It was, in fact, Trump's former co-religionists - Presbyterian American missionaries - who were dispatched to Palestine in the 1820s to convert Palestinian Muslims, Orthodox Christians, and mostly the 4,000 Palestinian Jews, as well as the few thousand messianic Lithuanian Jews who had just arrived before the Americans.

The Americans remained until 1844, when they moved to Syria and Lebanon following the establishment of British Anglican missions in Palestine, which made their presence redundant. However, before their departure, they managed to distribute thousands of copies of their Protestant Bible, leaving Palestine in the secure hands of their British co-religionists.

As part of the European Christian conquest of Palestine in the 19th century - dubbed the "Peaceful Crusade" - American Protestant millenarians and restorationists joined in the "crusade", establishing farming colonies in the city of Jaffa.

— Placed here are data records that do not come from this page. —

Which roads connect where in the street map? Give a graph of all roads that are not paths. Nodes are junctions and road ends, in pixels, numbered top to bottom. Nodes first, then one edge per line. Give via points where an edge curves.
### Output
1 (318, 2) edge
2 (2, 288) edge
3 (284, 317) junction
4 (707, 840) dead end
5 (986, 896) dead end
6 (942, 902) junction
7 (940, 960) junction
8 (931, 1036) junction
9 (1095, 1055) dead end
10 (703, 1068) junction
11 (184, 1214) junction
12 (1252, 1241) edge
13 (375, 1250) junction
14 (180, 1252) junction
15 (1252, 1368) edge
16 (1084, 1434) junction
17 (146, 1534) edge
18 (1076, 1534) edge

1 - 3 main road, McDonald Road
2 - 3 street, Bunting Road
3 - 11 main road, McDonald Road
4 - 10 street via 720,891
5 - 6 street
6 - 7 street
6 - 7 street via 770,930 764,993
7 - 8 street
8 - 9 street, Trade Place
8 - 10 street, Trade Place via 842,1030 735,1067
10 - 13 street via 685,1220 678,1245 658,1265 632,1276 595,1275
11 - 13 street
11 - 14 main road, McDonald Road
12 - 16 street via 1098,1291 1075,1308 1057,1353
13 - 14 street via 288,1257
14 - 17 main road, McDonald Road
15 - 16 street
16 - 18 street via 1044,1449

They hoped to convert the few thousand Jews they encountered in Palestine and teach them farming. However, they found them to be "lazy" and resistant to conversion.

A group of American Seventh-day Adventists, known then as Millerites (followers of one William Miller), settled in Bethlehem in 1851 alongside European Christian settlers in the village of Artas. They later moved to Jaffa to found the colony of "Mount Hope", but it did not survive for long.

Another fanatical group, the Dicksons, established the "American Mission Colony" in Jaffa in 1854, which was met with Palestinian resistance. The colony was attacked in 1858, several colonists were killed, and the survivors were repatriated to Massachusetts.

In response, the US dispatched a Navy ship, the steam frigate USS Wabash, to the shores of Palestine to pressure the Ottomans into prosecuting the attackers.

History of resistance

In 1866, another group of fanatical American Protestant millenarian artisans and farmers arrived from Maine to set up yet another colony in Jaffa.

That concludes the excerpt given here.